Preliminary estimates are that the two-phase project will cost about $250 million. The expansion would be financed by a combination of philanthropy, borrowing, and reinvestment of hospital equity.
“Increasing demands for beds due to our concentration of high intensity services such as complex surgical care, transplant and trauma, as well as an aging population, routinely cause us to exceed our current bed capacity,” said Bradford Berk ’81M (MD/PhD), CEO of the Medical Center. “For the last several years we have struggled to make room by renovating small numbers of beds. It has not allowed us to provide ready access to the kind of high-quality, private, and respectful care that our patients expect and deserve.
“Nearly everyone knows someone who has been admitted here who’s had to endure long stays in our Emergency Department waiting for an inpatient bed. That’s simply not acceptable for our community or region.”
President Joel Seligman said there is a compelling need for the additional space.
“Additional capacity allows us to provide more appropriate health care and take advantage of Rochester’s opportunity to build its new economy on the pillars of higher education, health care, and biotechnology,” he said.

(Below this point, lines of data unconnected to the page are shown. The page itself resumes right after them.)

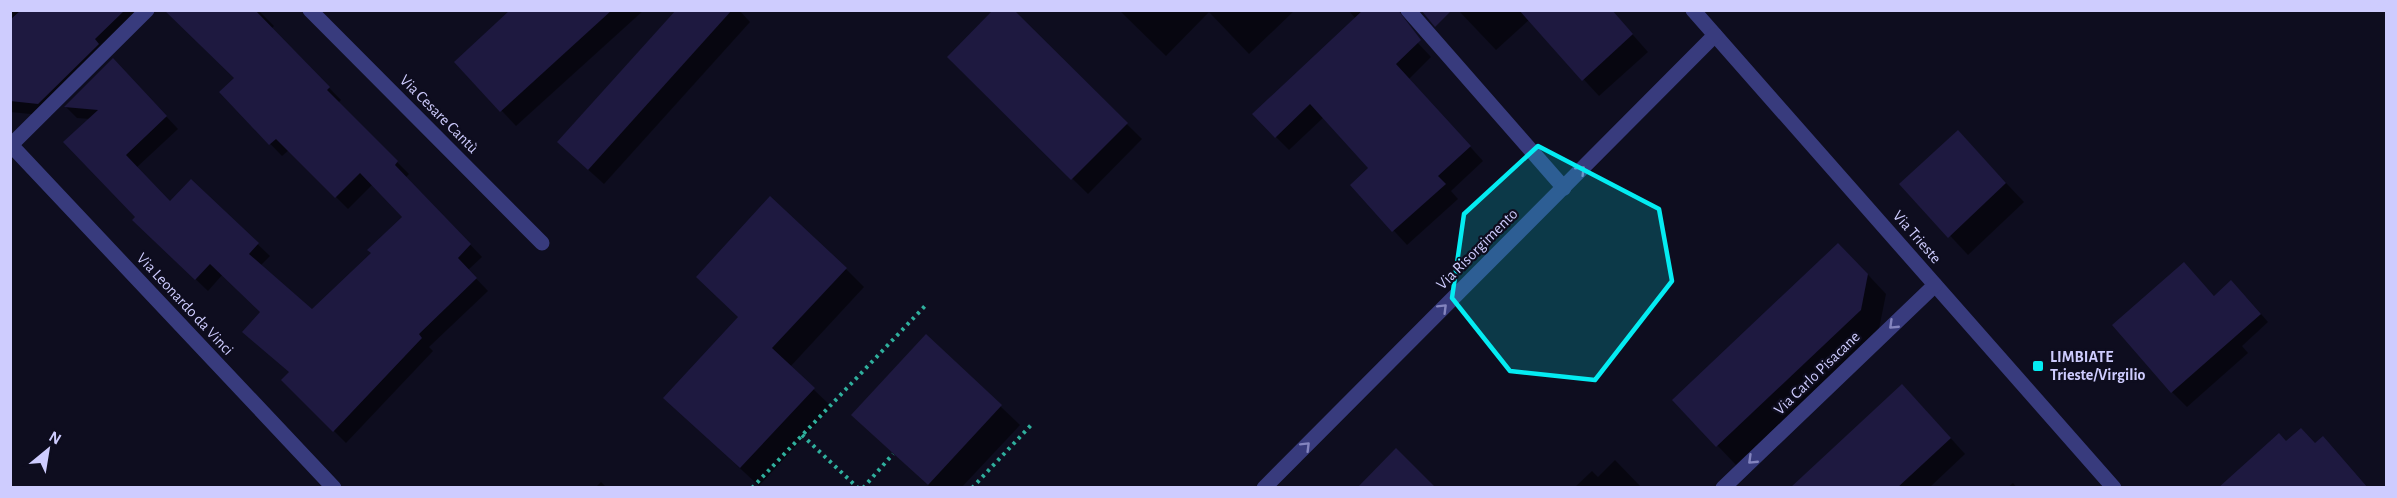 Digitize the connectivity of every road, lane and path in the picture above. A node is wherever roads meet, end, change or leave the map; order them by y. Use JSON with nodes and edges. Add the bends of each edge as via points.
{"nodes":[{"id":1,"x":147,"y":10,"type":"edge"},
{"id":2,"x":310,"y":10,"type":"edge"},
{"id":3,"x":1408,"y":10,"type":"edge"},
{"id":4,"x":1693,"y":10,"type":"edge"},
{"id":5,"x":1715,"y":35,"type":"junction"},
{"id":6,"x":11,"y":145,"type":"edge"},
{"id":7,"x":1564,"y":188,"type":"junction"},
{"id":8,"x":542,"y":243,"type":"dead end"},
{"id":9,"x":1935,"y":285,"type":"junction"},
{"id":10,"x":925,"y":306,"type":"dead end"},
{"id":11,"x":1033,"y":423,"type":"dead end"},
{"id":12,"x":802,"y":435,"type":"junction"},
{"id":13,"x":893,"y":454,"type":"dead end"},
{"id":14,"x":334,"y":488,"type":"edge"},
{"id":15,"x":752,"y":488,"type":"edge"},
{"id":16,"x":858,"y":488,"type":"edge"},
{"id":17,"x":862,"y":488,"type":"edge"},
{"id":18,"x":972,"y":488,"type":"edge"},
{"id":19,"x":1264,"y":488,"type":"edge"},
{"id":20,"x":1723,"y":488,"type":"edge"},
{"id":21,"x":2114,"y":488,"type":"edge"}],
"edges":[{"from":1,"to":6,"type":"street"},
{"from":2,"to":8,"type":"street","name":"Via Cesare Cantù"},
{"from":3,"to":7,"type":"street"},
{"from":4,"to":5,"type":"street","name":"Via Trieste"},
{"from":7,"to":5,"type":"street","name":"Via Risorgimento","one_way":true},
{"from":5,"to":9,"type":"street","name":"Via Trieste"},
{"from":6,"to":14,"type":"street","name":"Via Leonardo da Vinci"},
{"from":19,"to":7,"type":"street","name":"Via Risorgimento","one_way":true},
{"from":9,"to":20,"type":"street","name":"Via Carlo Pisacane","one_way":true},
{"from":9,"to":21,"type":"street","name":"Via Trieste"},
{"from":10,"to":12,"type":"path"},
{"from":11,"to":18,"type":"path"},
{"from":12,"to":15,"type":"path"},
{"from":12,"to":16,"type":"path"},
{"from":13,"to":17,"type":"path"}]}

Preliminary estimates by the Rochester-based Center for Governmental Research show that the proposed expansion would create roughly 530 construction jobs per year. Staffing estimates for the new tower include another 300 permanent jobs for nurses, social workers, imaging staff, and other support workers.
If approved by the state health department, construction would begin in summer 2009, with completion of the new building in 2012, and renovation of the space in the hospital in 2014.
Over the last 10 years, Strong Memorial Hospital has seen a steady increase in demand, along with a rise in the number of patients from outside Monroe County.
Nearly one-third of patients travel to Rochester from outside the area as smaller, outlying hospitals have come to rely on Strong, particularly for patients needing complex, intensive care.
Strong Memorial Hospital is the region’s sole provider of a variety of advanced services such as solid organ transplant, severe trauma and burn care, cardiac subspecialty care, and other specialties. In addition, it cares for more indigent patients than any other hospital in the region.
Pediatrics, in particular, has seen real growth, largely in children with complicated health issues who once sought care outside the region. For example, cardiac surgery has grown from 103 surgeries in 2000 to more than 300 expected in 2007—an increase of 190 percent. The new project aims to create a contiguous, family-centered space for very ill children within the hospital, including dedicated imaging space for children only one floor below the new inpatient unit.
“This project brings our facilities to the level of the nation’s top children’s hospitals, enabling us to attract and retain top pediatric subspecialists who are in short supply,” said Nina Schor, chair of pediatrics and pediatrician-in-chief at the Golisano Children’s Hospital. “That creates hope for all the families in our region.”